The 3 most important employment-law rulings of the year
February 28, 2008 by Jim GiulianoPosted in: Employment law, In this week's e-newsletter, Latest News & Views
Three major employment-law rulings in 2007 affect the way just about every HR office and every business operate this year.
No. 1
What: Ledbetter v. Goodyear Tire and Rubber Co.
Where: United States Supreme Court.
Issue: Whether a long-time employee can file a pay-discrimination suit more than 180 days after the alleged discrimination took place.
Ruling: No, the employee cannot file after 180 days.
The real story: The two sides fought when a minority employee of several years decided she had received, from the first day of her employment, lower pay than similarly situated white males at the company.
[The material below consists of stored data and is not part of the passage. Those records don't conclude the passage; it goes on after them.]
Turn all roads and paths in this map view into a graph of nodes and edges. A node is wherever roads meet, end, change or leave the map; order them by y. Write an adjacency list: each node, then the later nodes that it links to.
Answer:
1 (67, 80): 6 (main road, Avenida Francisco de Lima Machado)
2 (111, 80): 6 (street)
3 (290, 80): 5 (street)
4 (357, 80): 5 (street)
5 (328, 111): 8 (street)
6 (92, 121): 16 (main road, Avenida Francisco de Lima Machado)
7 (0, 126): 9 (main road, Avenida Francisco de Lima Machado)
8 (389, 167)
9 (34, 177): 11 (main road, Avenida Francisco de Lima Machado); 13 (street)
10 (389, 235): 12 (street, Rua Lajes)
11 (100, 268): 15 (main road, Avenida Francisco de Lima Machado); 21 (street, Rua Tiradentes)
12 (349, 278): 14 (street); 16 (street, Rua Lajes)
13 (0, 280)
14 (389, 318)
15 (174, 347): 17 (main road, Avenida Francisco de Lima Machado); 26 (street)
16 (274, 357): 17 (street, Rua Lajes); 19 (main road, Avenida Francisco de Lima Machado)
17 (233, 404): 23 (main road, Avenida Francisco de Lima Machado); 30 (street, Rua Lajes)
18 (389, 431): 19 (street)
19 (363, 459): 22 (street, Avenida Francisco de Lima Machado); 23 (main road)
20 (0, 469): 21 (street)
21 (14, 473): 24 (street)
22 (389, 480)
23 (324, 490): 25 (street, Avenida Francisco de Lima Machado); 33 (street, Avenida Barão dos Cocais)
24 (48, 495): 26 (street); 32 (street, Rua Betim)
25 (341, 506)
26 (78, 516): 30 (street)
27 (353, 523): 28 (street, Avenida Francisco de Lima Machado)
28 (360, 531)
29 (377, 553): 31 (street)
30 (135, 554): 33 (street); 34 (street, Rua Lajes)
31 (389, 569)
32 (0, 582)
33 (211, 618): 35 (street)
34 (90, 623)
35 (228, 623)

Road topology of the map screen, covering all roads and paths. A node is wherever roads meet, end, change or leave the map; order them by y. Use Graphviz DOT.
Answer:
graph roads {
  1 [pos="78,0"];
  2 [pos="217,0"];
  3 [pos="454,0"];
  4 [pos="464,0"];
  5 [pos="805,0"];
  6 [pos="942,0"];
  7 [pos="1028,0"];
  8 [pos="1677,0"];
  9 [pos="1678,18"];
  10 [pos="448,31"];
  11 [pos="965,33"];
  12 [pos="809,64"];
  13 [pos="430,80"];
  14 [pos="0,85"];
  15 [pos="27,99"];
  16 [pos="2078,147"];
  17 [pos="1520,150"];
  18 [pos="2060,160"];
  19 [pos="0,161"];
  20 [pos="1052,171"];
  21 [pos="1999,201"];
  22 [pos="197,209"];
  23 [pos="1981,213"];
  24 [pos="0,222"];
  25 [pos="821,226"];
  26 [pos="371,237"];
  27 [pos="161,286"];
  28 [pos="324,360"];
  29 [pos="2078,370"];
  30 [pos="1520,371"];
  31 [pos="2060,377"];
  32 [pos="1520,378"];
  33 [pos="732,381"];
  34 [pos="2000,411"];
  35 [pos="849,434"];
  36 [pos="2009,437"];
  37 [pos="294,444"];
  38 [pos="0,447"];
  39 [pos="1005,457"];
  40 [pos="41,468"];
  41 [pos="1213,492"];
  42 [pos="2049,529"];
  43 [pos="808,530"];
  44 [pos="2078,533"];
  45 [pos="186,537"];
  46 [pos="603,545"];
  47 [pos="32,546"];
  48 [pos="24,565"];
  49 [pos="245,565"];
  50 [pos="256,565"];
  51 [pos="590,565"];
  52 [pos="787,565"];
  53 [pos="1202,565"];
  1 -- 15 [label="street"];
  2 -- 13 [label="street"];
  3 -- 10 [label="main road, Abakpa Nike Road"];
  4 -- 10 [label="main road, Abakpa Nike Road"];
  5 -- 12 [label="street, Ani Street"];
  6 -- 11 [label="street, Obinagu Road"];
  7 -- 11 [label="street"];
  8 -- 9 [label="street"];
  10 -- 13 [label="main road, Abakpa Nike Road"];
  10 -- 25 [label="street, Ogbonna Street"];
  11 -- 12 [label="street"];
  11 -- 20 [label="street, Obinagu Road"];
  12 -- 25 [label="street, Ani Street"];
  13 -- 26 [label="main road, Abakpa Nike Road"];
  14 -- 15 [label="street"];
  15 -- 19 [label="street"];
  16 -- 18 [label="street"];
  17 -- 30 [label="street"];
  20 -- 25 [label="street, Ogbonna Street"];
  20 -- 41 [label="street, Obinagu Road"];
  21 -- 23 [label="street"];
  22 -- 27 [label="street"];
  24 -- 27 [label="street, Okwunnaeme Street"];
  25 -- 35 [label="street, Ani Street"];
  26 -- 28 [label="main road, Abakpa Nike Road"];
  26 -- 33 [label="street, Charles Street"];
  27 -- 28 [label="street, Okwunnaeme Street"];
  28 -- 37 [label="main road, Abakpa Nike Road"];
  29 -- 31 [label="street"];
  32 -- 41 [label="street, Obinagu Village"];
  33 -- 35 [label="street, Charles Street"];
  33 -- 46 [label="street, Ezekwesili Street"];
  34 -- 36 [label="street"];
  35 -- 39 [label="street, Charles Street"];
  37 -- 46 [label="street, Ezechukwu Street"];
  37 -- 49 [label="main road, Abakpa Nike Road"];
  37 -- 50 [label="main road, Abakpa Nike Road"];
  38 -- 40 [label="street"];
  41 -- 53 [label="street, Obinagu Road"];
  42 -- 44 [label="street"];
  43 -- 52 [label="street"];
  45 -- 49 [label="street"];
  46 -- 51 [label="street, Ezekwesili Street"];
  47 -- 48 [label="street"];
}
She then sought to file a complaint based on when she first became aware of the alleged discrimination, long after her first day of work.
The meaning for HR: Employees can’t go back to any time in their work history to dig up and file discrimination claims. The court set a strict limit of 180 days (or 300 days in some state jurisdictions).
No. 2
What: Guard Publishing Co. Case.
Where: National Labor Relations Board.
Issue: Whether employees can use company e-mail for nonwork-related correspondence, particularly union solicitations.
Ruling: The company can prohibit such solicitations if it does so without targeting just one type (union-related).
The real story: The company had a no-solicitation policy that included union-related solicitations. The ruling actually was a mixed one, in that it allowed the company to bar solicitations of any kind but not bar routine nonwork correspondence if it regularly allowed employees to send and receive nonwork e-mails.
The meaning for HR: You can restrict how e-mail is used, but you’ll need a specific policy that has to be applied to all types of nonwork correspondence. In other words, you can’t single out certain types, i.e., union-related.
No. 3
What: Defeat of the Dept. of Homeland Security “no match” requirement for employers
Where: California federal court
Issue: Whether the DHS could enforce a law requiring employers to follow up and investigate within 90 days any no-match notifications, in which the Social Security Administration informs the employer that a new employee’s SSN doesn’t match one in SSA records.
Ruling: Employers are not obligated to perform such investigations.
The real story: The law would have required employers to fire employees if the further investigation didn’t come up with an SSN match. The successful court challenge shot down the requirement.
The meaning for HR: Keep good records, and don’t let your guard down. You can be certain that DHS is going to come back with new mandates on background checking.
Tags: e-mail, pay discrimination, records, SSN, Supreme Court

March 11th, 2008 at 8:00 am
I like this site!
March 12th, 2008 at 6:44 am
I really enjoy knowing the latest information for HR. Thanks!
March 13th, 2008 at 10:38 am
This site is much easier to read - more plain english is what we need to stay on top of the ever changing laws.
April 22nd, 2008 at 8:54 am
Well done. Clear and concise with enough info to let us know the impact.